De son heureux mariage
Avec l’infante du Tage
Doit naître un puissant lignage,
Qui portera le carnage
Jusqu’aux terres du Liban,
Qui détruira l’Alcoran,
Et du monarque ottoman
Arrachera le turban.
Tandis, pour apprentissage,
Il verra dans son bas âge
Louis commencer l’ouvrage,
Lui tracer route et passage,
Et d’un superbe héritage
Augmenter son apanage.
Je ne suis sorcier ni mage,
Mais je prédis, et je gage,
Qu’on verra croître l’herbage
Dans les places d’Amsterdan[1],
Que Dordrecht et Rotterdan[1]
Ne seront qu’un ermitage,
Qu’un lieu désert et sauvage ;
Croyez-moi, pliez bagage,
Rompez trafic et ménage,
Vendez cruches et laitage,
Et passez à l’Indostan,
Dans quelque île de sauvage,
De nègre ou d’anthropophage :
Allez chez le prêtre Jean[2]
Débiter l’orviétan,
La clinquaille et le ruban,
Et faire le personnage
De médecin, d’artisan,
De juif, ou de charlatan.
Mais, ma foi, c’est grand dommage
De s’amuser davantage
À barbouiller cette page
Pour y peindre votre image,
Et chercher depuis Adan[3],
Depuis Sem, Japhet, et Can[3],
Jusques aux neiges d’antan[4],
Toutes les rimes en an,
Pour les avaleurs de bran.
Bonjour, bonsoir, et bon an.
Quand le pinson au bocage
Commencera son ramage ;
Dès que le premier fourrage
Nous permettra le voyage,
Vous verrez que mon présage
N’est rien moins qu’un badinage,
Et qu’un conte de roman.
À vous, marchands de fromage,
À vous, pêcheurs de haran,
Salut, révérence, hommage,
À vous, marchands de fromage.




IV. — STANCES.


JANOT ET CATIN[5].
1675.


Un beau matin,
Trouvant Catin
Toute seulette,
Pris son tetin
De blanc satin,
Par amourette :
Car de galette,
Tant soit mollette,
Moins friand suis pour le certain.
Adonc, me dit la bachelette,

  1. a et b Pour Amsterdam et Rotterdam, par licence poétique.

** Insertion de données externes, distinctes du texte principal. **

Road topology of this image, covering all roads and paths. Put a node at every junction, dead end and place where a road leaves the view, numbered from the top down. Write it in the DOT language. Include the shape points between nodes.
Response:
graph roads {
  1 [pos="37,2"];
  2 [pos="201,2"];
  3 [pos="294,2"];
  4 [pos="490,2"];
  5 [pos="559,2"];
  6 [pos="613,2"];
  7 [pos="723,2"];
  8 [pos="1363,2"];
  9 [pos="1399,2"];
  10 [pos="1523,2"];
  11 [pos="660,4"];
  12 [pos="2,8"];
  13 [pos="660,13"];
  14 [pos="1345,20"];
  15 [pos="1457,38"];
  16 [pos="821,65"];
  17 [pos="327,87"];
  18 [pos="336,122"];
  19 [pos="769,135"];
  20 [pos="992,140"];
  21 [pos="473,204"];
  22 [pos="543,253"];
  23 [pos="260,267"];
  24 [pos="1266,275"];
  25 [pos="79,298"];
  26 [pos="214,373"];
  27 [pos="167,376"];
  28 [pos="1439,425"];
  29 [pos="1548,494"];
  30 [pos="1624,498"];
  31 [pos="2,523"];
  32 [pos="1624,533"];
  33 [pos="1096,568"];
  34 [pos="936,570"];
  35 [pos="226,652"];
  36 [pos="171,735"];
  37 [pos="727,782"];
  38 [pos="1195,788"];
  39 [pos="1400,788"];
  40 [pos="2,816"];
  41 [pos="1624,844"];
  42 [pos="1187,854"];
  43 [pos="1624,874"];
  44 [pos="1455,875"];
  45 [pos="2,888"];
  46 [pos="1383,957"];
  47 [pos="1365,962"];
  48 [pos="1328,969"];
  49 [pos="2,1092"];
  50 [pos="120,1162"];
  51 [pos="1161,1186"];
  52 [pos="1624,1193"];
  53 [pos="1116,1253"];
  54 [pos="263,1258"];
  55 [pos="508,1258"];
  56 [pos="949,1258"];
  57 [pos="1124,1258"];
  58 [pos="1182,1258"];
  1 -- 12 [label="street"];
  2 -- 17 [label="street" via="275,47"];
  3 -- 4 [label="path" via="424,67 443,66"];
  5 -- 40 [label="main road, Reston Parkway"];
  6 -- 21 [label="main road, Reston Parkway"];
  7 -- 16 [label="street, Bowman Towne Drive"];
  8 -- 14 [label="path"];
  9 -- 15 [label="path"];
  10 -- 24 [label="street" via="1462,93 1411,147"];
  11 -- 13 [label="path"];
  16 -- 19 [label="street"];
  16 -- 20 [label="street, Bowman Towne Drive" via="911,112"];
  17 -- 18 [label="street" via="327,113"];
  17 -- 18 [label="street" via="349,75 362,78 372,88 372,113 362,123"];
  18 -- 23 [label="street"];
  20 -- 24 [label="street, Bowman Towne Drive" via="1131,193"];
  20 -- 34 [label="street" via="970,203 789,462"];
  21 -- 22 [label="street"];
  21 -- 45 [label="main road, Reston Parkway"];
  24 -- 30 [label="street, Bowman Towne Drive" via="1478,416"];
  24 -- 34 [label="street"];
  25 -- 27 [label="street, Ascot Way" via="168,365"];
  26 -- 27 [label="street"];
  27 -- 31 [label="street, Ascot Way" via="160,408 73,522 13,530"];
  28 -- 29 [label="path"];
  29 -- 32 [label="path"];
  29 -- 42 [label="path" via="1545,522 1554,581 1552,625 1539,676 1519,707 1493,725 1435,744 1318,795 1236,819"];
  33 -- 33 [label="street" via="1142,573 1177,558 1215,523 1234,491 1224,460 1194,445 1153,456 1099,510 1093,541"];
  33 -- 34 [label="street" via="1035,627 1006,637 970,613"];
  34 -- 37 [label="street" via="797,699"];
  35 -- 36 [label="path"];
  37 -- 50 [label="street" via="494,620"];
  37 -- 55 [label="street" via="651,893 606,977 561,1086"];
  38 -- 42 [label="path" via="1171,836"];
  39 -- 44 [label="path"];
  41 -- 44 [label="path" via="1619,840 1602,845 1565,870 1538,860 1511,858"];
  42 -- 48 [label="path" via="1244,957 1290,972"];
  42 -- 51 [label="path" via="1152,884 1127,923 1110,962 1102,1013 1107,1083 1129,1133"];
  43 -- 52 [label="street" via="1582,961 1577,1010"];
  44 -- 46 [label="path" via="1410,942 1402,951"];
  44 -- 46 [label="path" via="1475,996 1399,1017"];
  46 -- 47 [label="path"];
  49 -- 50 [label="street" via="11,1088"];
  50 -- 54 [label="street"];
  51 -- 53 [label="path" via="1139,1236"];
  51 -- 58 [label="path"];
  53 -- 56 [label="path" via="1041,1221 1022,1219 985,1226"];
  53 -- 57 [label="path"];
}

  2. Souverain imaginaire, auquel on donnait les vastes États que les Portugais plaçaient tantôt au Thibet, ou dans la haute Asie, et tantôt dans l’Abyssinie.

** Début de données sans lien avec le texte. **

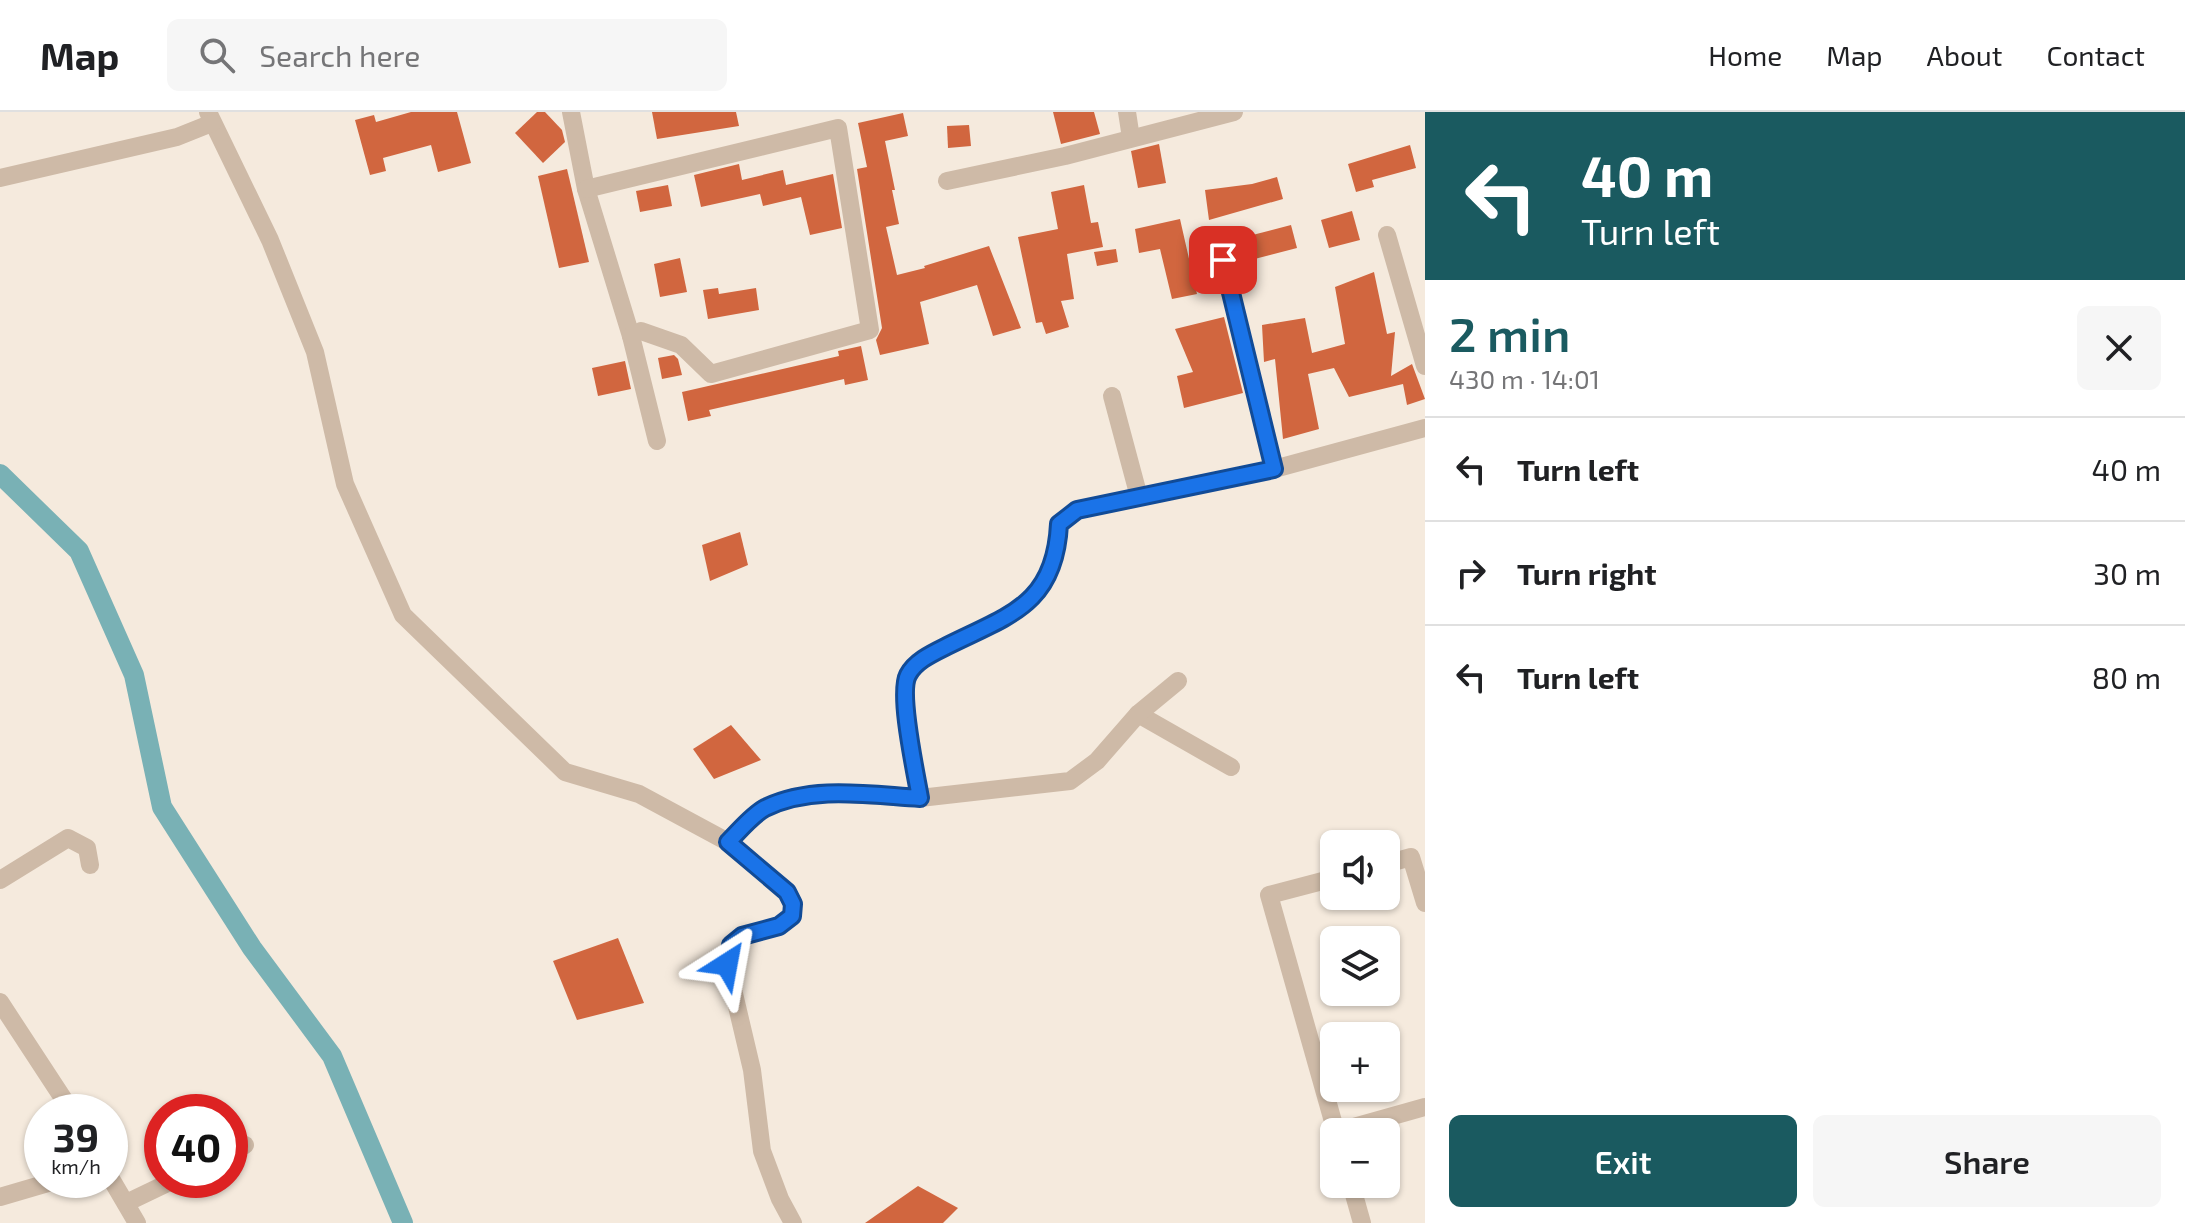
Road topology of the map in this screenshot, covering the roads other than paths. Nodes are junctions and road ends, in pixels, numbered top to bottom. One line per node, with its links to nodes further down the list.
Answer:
1 (571, 112): 8 (street)
2 (1127, 112): 5 (street)
3 (1234, 112): 5 (street)
4 (210, 118): 6 (street); 22 (street)
5 (1131, 138): 7 (street)
6 (0, 178)
7 (947, 181)
8 (586, 189): 11 (street); 11 (street)
9 (1387, 235): 12 (street)
10 (1223, 260): 16 (street)
11 (631, 336): 15 (street)
12 (1425, 366)
13 (1112, 396): 17 (street)
14 (1425, 428): 16 (street)
15 (657, 441)
16 (1274, 469): 17 (street)
17 (1139, 497): 21 (street)
18 (1178, 681): 19 (street)
19 (1138, 714): 20 (street); 21 (street)
20 (1231, 767)
21 (920, 798): 22 (street)
22 (728, 842): 40 (street)
23 (1400, 860): 27 (street)
24 (90, 865): 25 (street)
25 (0, 880)
26 (1320, 882): 31 (street)
27 (1425, 903)
28 (0, 1002): 29 (street)
29 (60, 1094)
30 (1425, 1107): 32 (street)
31 (1332, 1118)
32 (1386, 1118)
33 (24, 1190): 35 (street)
34 (144, 1194): 38 (street)
35 (0, 1197)
36 (123, 1198): 38 (street)
37 (1355, 1198): 41 (street)
38 (126, 1203): 39 (street)
39 (137, 1223)
40 (793, 1223)
41 (1362, 1223)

  3. a et b Pour Adam et Cham, par licence poétique.
  4. D’autrefois, des temps anciens, mot dérivé du latin ante annum.

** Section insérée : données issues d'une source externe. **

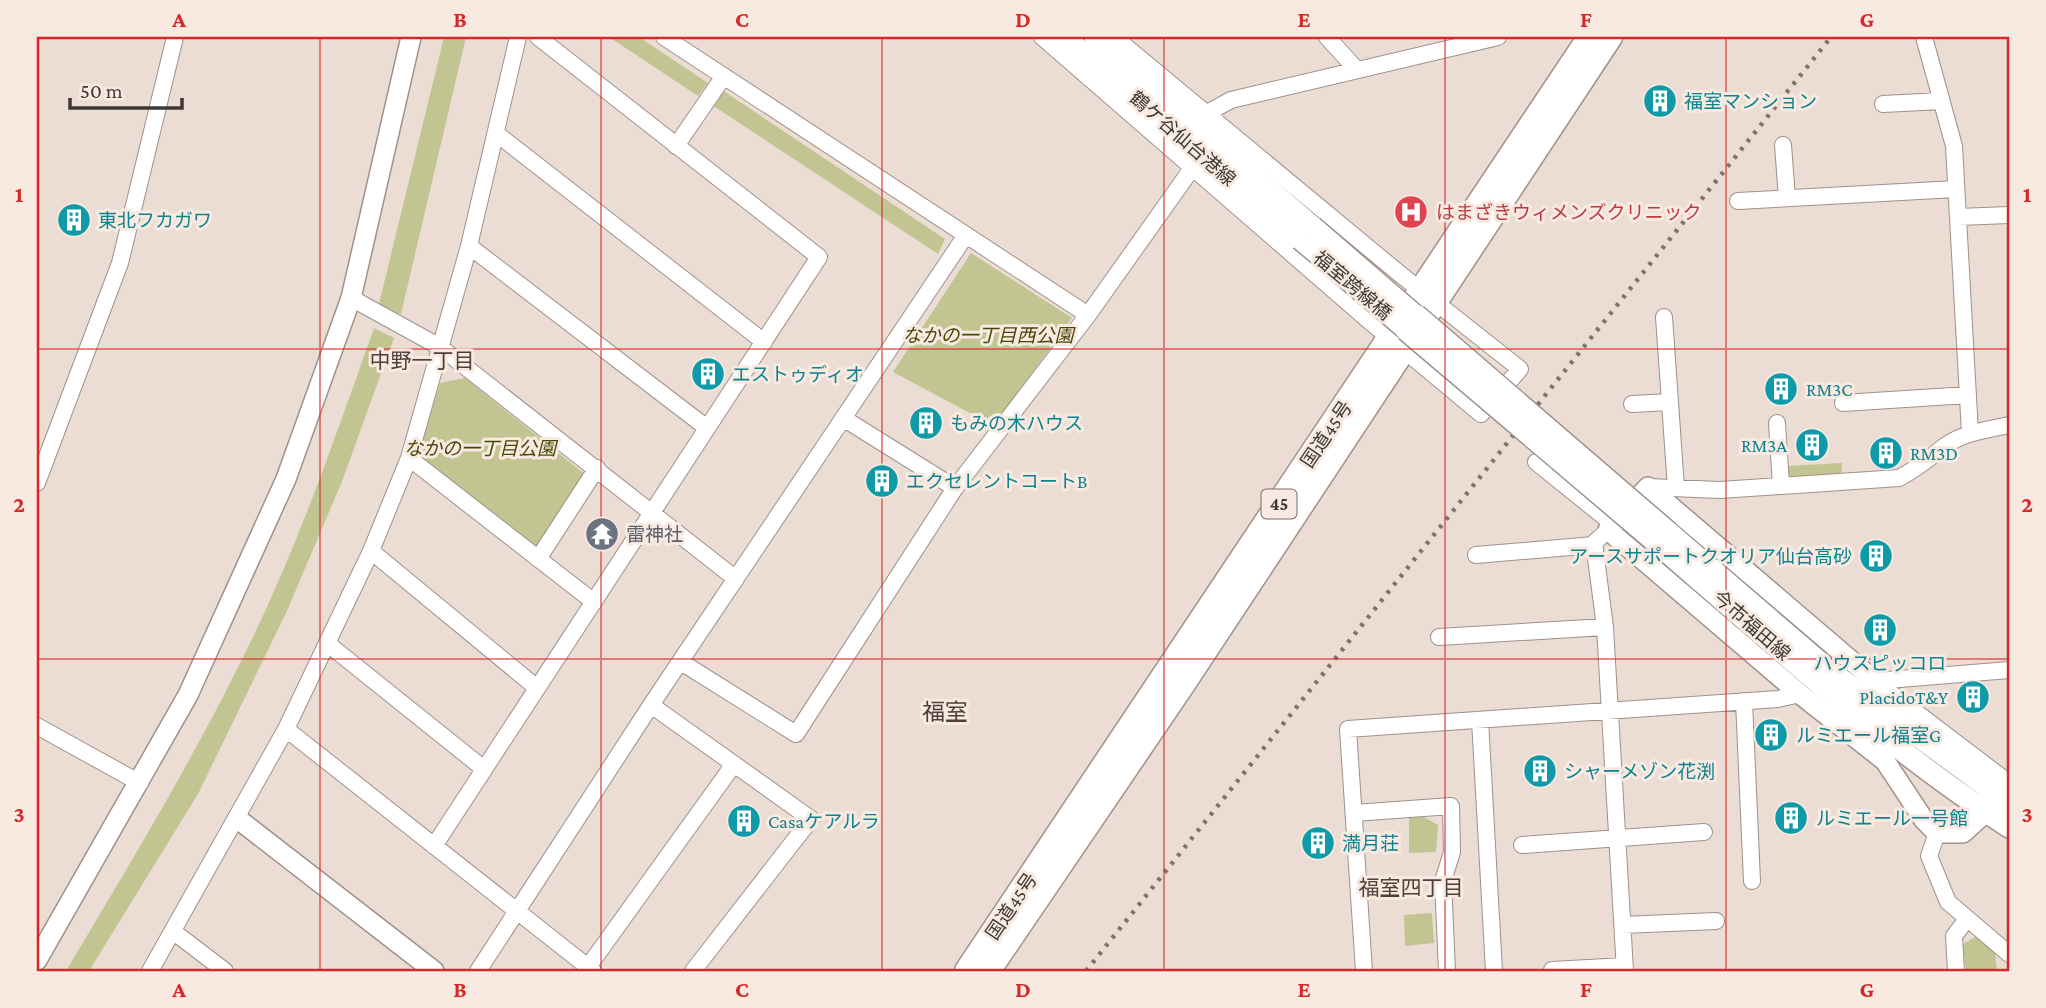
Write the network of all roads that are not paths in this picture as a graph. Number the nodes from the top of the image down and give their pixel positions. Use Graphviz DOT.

  5. J’ai composé ces stances en vieux style, à la manière du Blason des Fausses Amours et de celui des Folles Amours, dont l’auteur est inconnu. Il y en a qui les attribuent à l’un des Saint-Gelais, je ne suis pas de leur sentiment, et je crois qu’ils sont de Crétin.